(Collected data)
▼

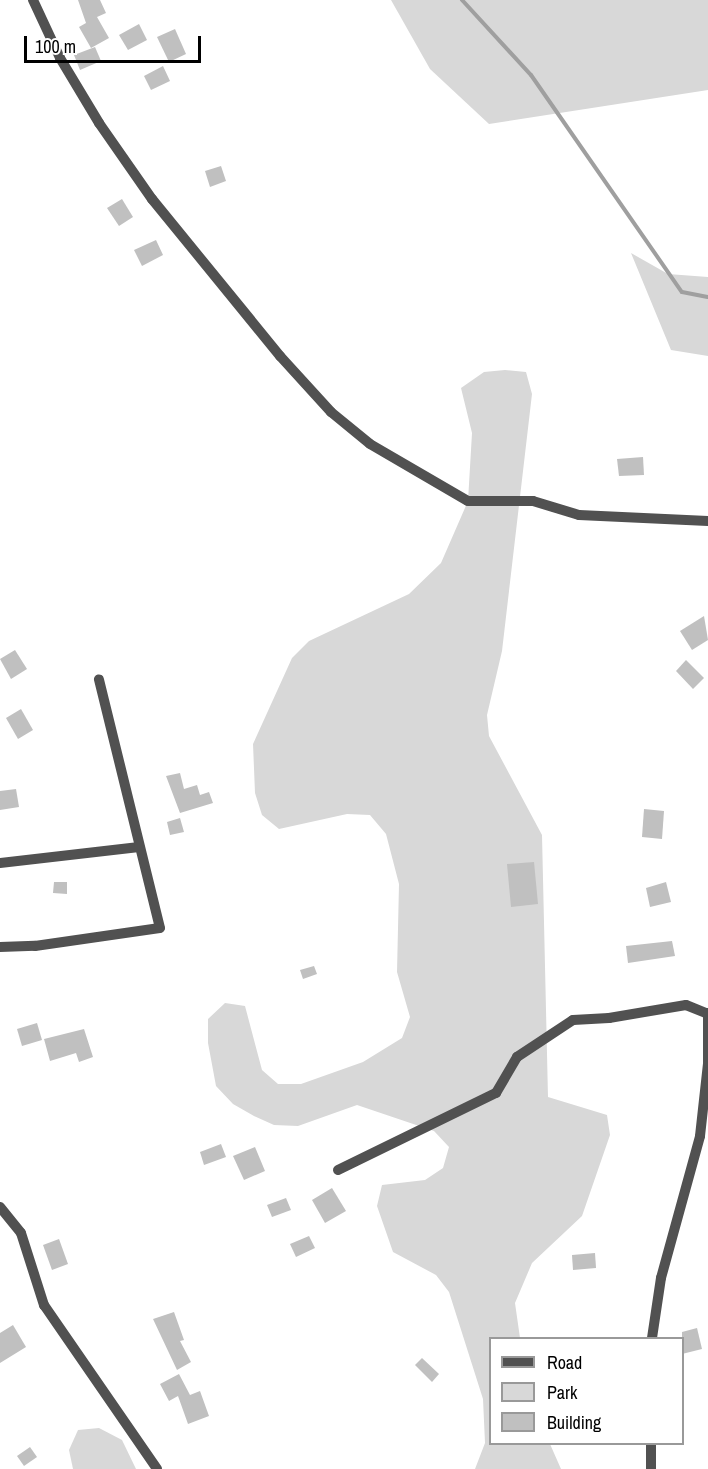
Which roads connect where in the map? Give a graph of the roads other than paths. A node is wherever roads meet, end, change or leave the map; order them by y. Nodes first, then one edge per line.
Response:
1 (33, 0) edge
2 (708, 521) edge
3 (99, 679) dead end
4 (140, 847) junction
5 (0, 863) edge
6 (0, 947) edge
7 (708, 1013) edge
8 (708, 1063) edge
9 (338, 1170) dead end
10 (0, 1207) edge
11 (652, 1337) edge
12 (651, 1445) edge
13 (157, 1469) edge
14 (651, 1469) edge

1 - 2 street
3 - 4 street
4 - 5 street
4 - 6 street
7 - 8 street
7 - 9 street
8 - 11 street
10 - 13 street
12 - 14 street

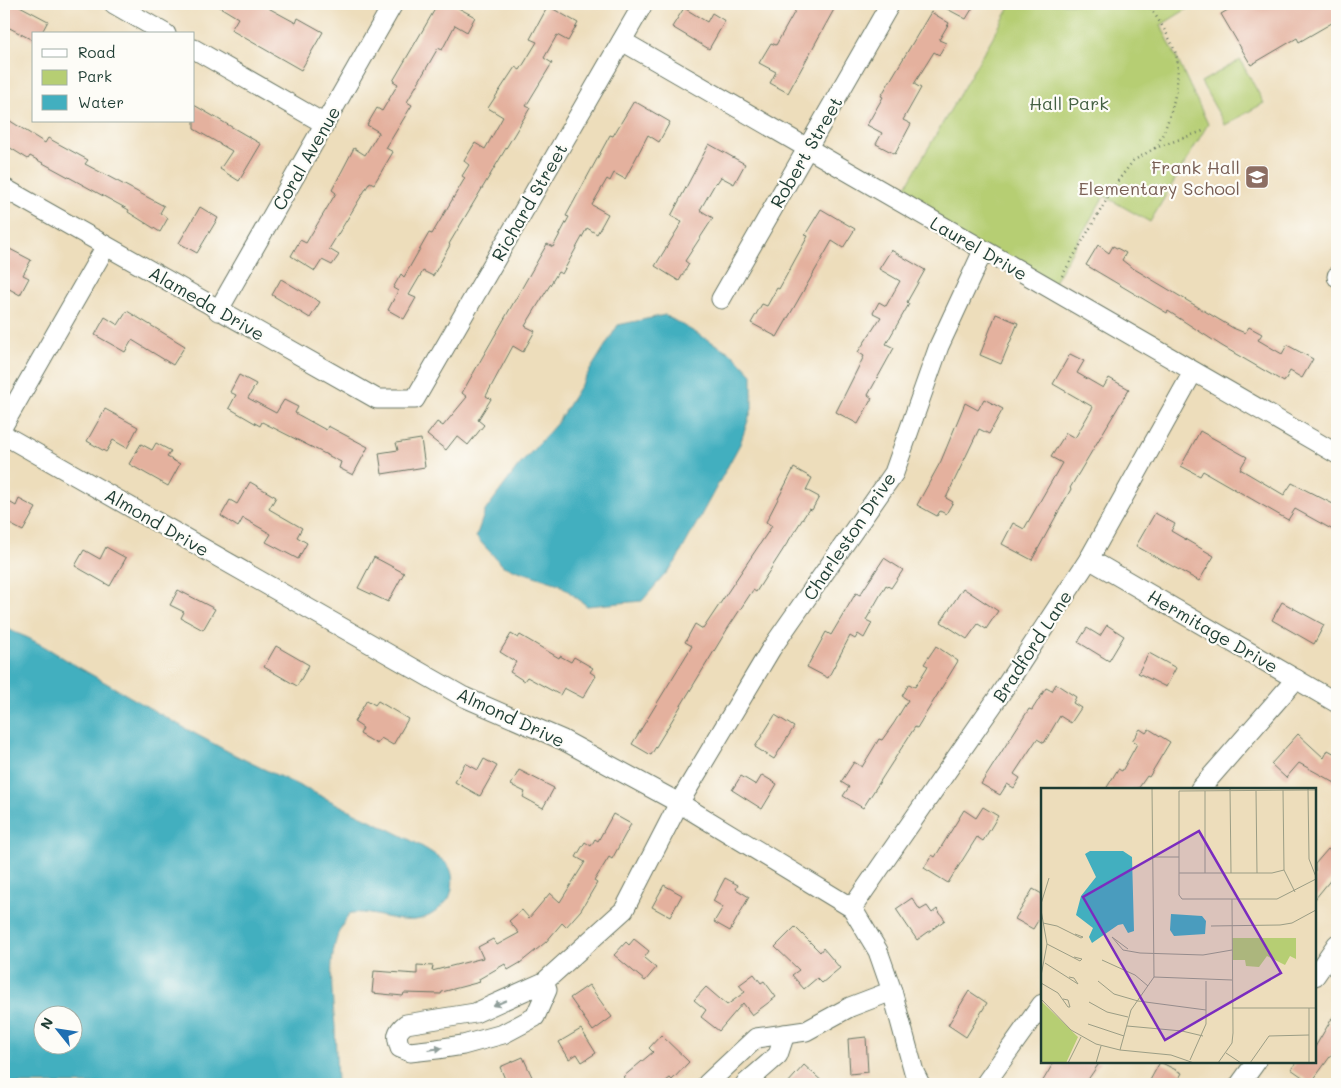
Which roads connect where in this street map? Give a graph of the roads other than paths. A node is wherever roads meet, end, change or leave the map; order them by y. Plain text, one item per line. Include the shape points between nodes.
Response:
1 (114, 4) edge
2 (393, 4) edge
3 (644, 4) edge
4 (890, 4) edge
5 (163, 32) edge
6 (622, 41) junction
7 (195, 50) edge
8 (326, 124) junction
9 (808, 148) junction
10 (4, 188) edge
11 (106, 246) junction
12 (983, 250) junction
13 (721, 300) dead end
14 (218, 311) junction
15 (1193, 372) junction
16 (415, 399) joint
17 (4, 424) edge
18 (4, 435) edge
19 (1337, 454) edge
20 (1089, 559) junction
21 (1296, 679) junction
22 (1337, 703) edge
23 (1201, 788) edge
24 (679, 803) junction
25 (852, 908) junction
26 (1337, 944) edge
27 (1316, 975) edge
28 (544, 982) junction
29 (892, 991) junction
30 (1041, 1005) edge
31 (785, 1034) junction
32 (1255, 1063) edge
33 (707, 1084) edge
34 (746, 1084) edge
35 (920, 1084) edge
36 (985, 1084) edge
37 (1240, 1084) edge

1 - 5 street
2 - 8 street, Coral Avenue
3 - 6 street, Richard Street
4 - 9 street, Robert Street
6 - 9 street, Laurel Drive
6 - 16 street, Richard Street
7 - 8 street
8 - 14 street, Coral Avenue
9 - 12 street, Laurel Drive
9 - 13 street, Robert Street
10 - 11 street, Alameda Drive
11 - 14 street, Alameda Drive
11 - 17 street
12 - 15 street, Laurel Drive
12 - 24 street, Charleston Drive via 939,346 894,473 771,649
14 - 16 street, Alameda Drive via 377,398
15 - 19 street, Laurel Drive
15 - 20 street, Bradford Lane
18 - 24 street, Almond Drive via 464,697 563,740
20 - 21 street, Hermitage Drive
20 - 25 street, Bradford Lane via 999,696
21 - 22 street, Hermitage Drive
21 - 23 street
24 - 25 street, Almond Drive
24 - 28 street, Charleston Drive via 624,910
25 - 29 street, Almond Drive via 878,951
26 - 27 street
28 -> 28 street, Charleston Drive via 475,1013 406,1024 396,1037 400,1048 410,1052 463,1045 503,1034 535,1017 547,990
29 - 31 street via 850,1007 806,1031
29 - 35 street, Almond Drive
30 - 36 street
31 - 33 street via 756,1038
31 - 34 street via 778,1055
32 - 37 street

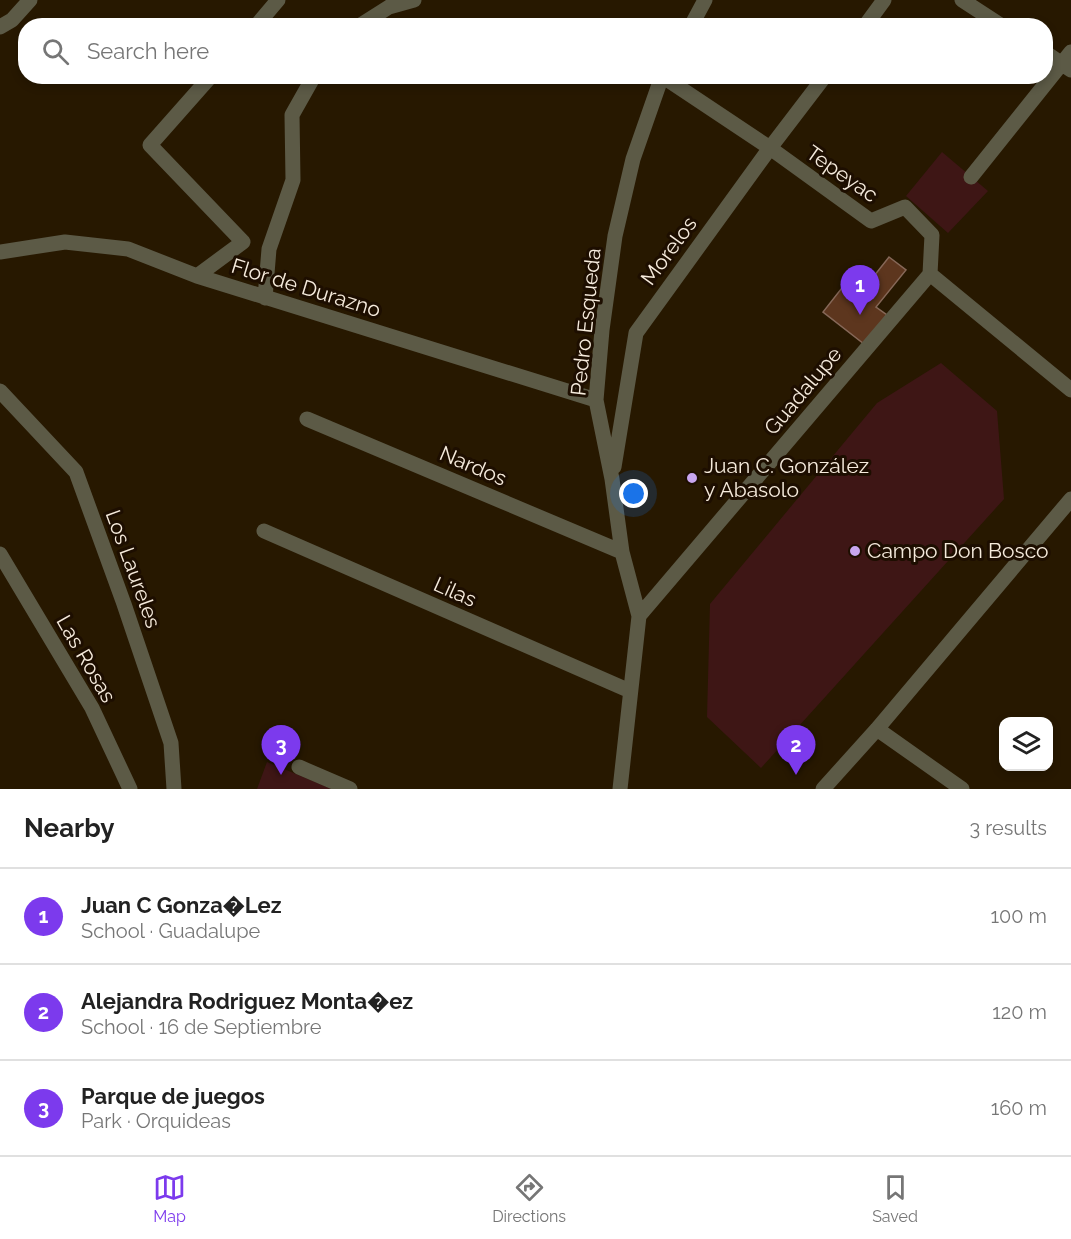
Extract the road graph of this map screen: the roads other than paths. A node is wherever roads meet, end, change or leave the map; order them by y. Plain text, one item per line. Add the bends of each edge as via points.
1 (30, 0) edge
2 (278, 0) edge
3 (414, 0) edge
4 (705, 0) edge
5 (885, 0) edge
6 (962, 0) edge
7 (263, 18) edge
8 (372, 18) edge
9 (695, 18) edge
10 (871, 18) edge
11 (990, 18) edge
12 (0, 27) edge
13 (1053, 56) edge
14 (1068, 62) edge
15 (1053, 80) edge
16 (204, 84) edge
17 (309, 84) edge
18 (659, 84) edge
19 (674, 84) edge
20 (819, 84) edge
21 (1049, 84) edge
22 (770, 148) junction
23 (971, 177) dead end
24 (243, 242) junction
25 (269, 249) junction
26 (0, 252) edge
27 (930, 274) junction
28 (197, 276) junction
29 (265, 298) junction
30 (1071, 390) edge
31 (0, 391) edge
32 (597, 400) junction
33 (307, 419) dead end
34 (612, 479) junction
35 (1071, 500) edge
36 (264, 531) dead end
37 (622, 552) junction
38 (0, 554) edge
39 (639, 616) junction
40 (630, 691) junction
41 (877, 729) junction
42 (299, 767) dead end
43 (130, 789) edge
44 (174, 789) edge
45 (350, 789) edge
46 (620, 789) edge
47 (824, 789) edge
48 (962, 789) edge

1 - 12 street
2 - 7 street
3 - 8 street via 389,7
4 - 9 street
5 - 10 street
6 - 11 street
13 - 14 street
14 - 15 street
16 - 24 street via 150,145
17 - 25 street via 292,115 293,180
18 - 32 street, Pedro Esqueda via 633,159 615,236
19 - 22 street, Tepeyac
20 - 22 street, Morelos
21 - 23 street
22 - 27 street, Tepeyac via 871,221 905,207 932,235
22 - 34 street, Morelos via 636,333
24 - 25 street
24 - 28 street
25 - 29 street
26 - 28 street, Flor de Durazno via 64,242 128,249
27 - 30 street
27 - 39 street, Guadalupe
28 - 29 street, Flor de Durazno
29 - 32 street, Flor de Durazno
31 - 44 street, Los Laureles via 76,472 171,743
32 - 34 street, Pedro Esqueda
33 - 37 street, Nardos
34 - 37 street, Pedro Esqueda
35 - 41 street
36 - 40 street, Lilas
37 - 39 street, Pedro Esqueda
38 - 43 street, Las Rosas via 92,708
39 - 40 street, Pedro Esqueda
40 - 46 street, Pedro Esqueda
41 - 47 street
41 - 48 street
42 - 45 street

▲

### WORK ORDER
When you copy the entries above, keep every word exactly and omit the images.

### RESPONSE AREA
Which roads connect where in the map? Give a graph of the roads other than paths. A node is wherever roads meet, end, change or leave the map; order them by y. Nodes first, then one edge per line.
Response:
1 (33, 0) edge
2 (708, 521) edge
3 (99, 679) dead end
4 (140, 847) junction
5 (0, 863) edge
6 (0, 947) edge
7 (708, 1013) edge
8 (708, 1063) edge
9 (338, 1170) dead end
10 (0, 1207) edge
11 (652, 1337) edge
12 (651, 1445) edge
13 (157, 1469) edge
14 (651, 1469) edge

1 - 2 street
3 - 4 street
4 - 5 street
4 - 6 street
7 - 8 street
7 - 9 street
8 - 11 street
10 - 13 street
12 - 14 street

Which roads connect where in this street map? Give a graph of the roads other than paths. A node is wherever roads meet, end, change or leave the map; order them by y. Plain text, one item per line. Include the shape points between nodes.
Response:
1 (114, 4) edge
2 (393, 4) edge
3 (644, 4) edge
4 (890, 4) edge
5 (163, 32) edge
6 (622, 41) junction
7 (195, 50) edge
8 (326, 124) junction
9 (808, 148) junction
10 (4, 188) edge
11 (106, 246) junction
12 (983, 250) junction
13 (721, 300) dead end
14 (218, 311) junction
15 (1193, 372) junction
16 (415, 399) joint
17 (4, 424) edge
18 (4, 435) edge
19 (1337, 454) edge
20 (1089, 559) junction
21 (1296, 679) junction
22 (1337, 703) edge
23 (1201, 788) edge
24 (679, 803) junction
25 (852, 908) junction
26 (1337, 944) edge
27 (1316, 975) edge
28 (544, 982) junction
29 (892, 991) junction
30 (1041, 1005) edge
31 (785, 1034) junction
32 (1255, 1063) edge
33 (707, 1084) edge
34 (746, 1084) edge
35 (920, 1084) edge
36 (985, 1084) edge
37 (1240, 1084) edge

1 - 5 street
2 - 8 street, Coral Avenue
3 - 6 street, Richard Street
4 - 9 street, Robert Street
6 - 9 street, Laurel Drive
6 - 16 street, Richard Street
7 - 8 street
8 - 14 street, Coral Avenue
9 - 12 street, Laurel Drive
9 - 13 street, Robert Street
10 - 11 street, Alameda Drive
11 - 14 street, Alameda Drive
11 - 17 street
12 - 15 street, Laurel Drive
12 - 24 street, Charleston Drive via 939,346 894,473 771,649
14 - 16 street, Alameda Drive via 377,398
15 - 19 street, Laurel Drive
15 - 20 street, Bradford Lane
18 - 24 street, Almond Drive via 464,697 563,740
20 - 21 street, Hermitage Drive
20 - 25 street, Bradford Lane via 999,696
21 - 22 street, Hermitage Drive
21 - 23 street
24 - 25 street, Almond Drive
24 - 28 street, Charleston Drive via 624,910
25 - 29 street, Almond Drive via 878,951
26 - 27 street
28 -> 28 street, Charleston Drive via 475,1013 406,1024 396,1037 400,1048 410,1052 463,1045 503,1034 535,1017 547,990
29 - 31 street via 850,1007 806,1031
29 - 35 street, Almond Drive
30 - 36 street
31 - 33 street via 756,1038
31 - 34 street via 778,1055
32 - 37 street

Extract the road graph of this map screen: the roads other than paths. A node is wherever roads meet, end, change or leave the map; order them by y. Plain text, one item per line. Add the bends of each edge as via points.
1 (30, 0) edge
2 (278, 0) edge
3 (414, 0) edge
4 (705, 0) edge
5 (885, 0) edge
6 (962, 0) edge
7 (263, 18) edge
8 (372, 18) edge
9 (695, 18) edge
10 (871, 18) edge
11 (990, 18) edge
12 (0, 27) edge
13 (1053, 56) edge
14 (1068, 62) edge
15 (1053, 80) edge
16 (204, 84) edge
17 (309, 84) edge
18 (659, 84) edge
19 (674, 84) edge
20 (819, 84) edge
21 (1049, 84) edge
22 (770, 148) junction
23 (971, 177) dead end
24 (243, 242) junction
25 (269, 249) junction
26 (0, 252) edge
27 (930, 274) junction
28 (197, 276) junction
29 (265, 298) junction
30 (1071, 390) edge
31 (0, 391) edge
32 (597, 400) junction
33 (307, 419) dead end
34 (612, 479) junction
35 (1071, 500) edge
36 (264, 531) dead end
37 (622, 552) junction
38 (0, 554) edge
39 (639, 616) junction
40 (630, 691) junction
41 (877, 729) junction
42 (299, 767) dead end
43 (130, 789) edge
44 (174, 789) edge
45 (350, 789) edge
46 (620, 789) edge
47 (824, 789) edge
48 (962, 789) edge

1 - 12 street
2 - 7 street
3 - 8 street via 389,7
4 - 9 street
5 - 10 street
6 - 11 street
13 - 14 street
14 - 15 street
16 - 24 street via 150,145
17 - 25 street via 292,115 293,180
18 - 32 street, Pedro Esqueda via 633,159 615,236
19 - 22 street, Tepeyac
20 - 22 street, Morelos
21 - 23 street
22 - 27 street, Tepeyac via 871,221 905,207 932,235
22 - 34 street, Morelos via 636,333
24 - 25 street
24 - 28 street
25 - 29 street
26 - 28 street, Flor de Durazno via 64,242 128,249
27 - 30 street
27 - 39 street, Guadalupe
28 - 29 street, Flor de Durazno
29 - 32 street, Flor de Durazno
31 - 44 street, Los Laureles via 76,472 171,743
32 - 34 street, Pedro Esqueda
33 - 37 street, Nardos
34 - 37 street, Pedro Esqueda
35 - 41 street
36 - 40 street, Lilas
37 - 39 street, Pedro Esqueda
38 - 43 street, Las Rosas via 92,708
39 - 40 street, Pedro Esqueda
40 - 46 street, Pedro Esqueda
41 - 47 street
41 - 48 street
42 - 45 street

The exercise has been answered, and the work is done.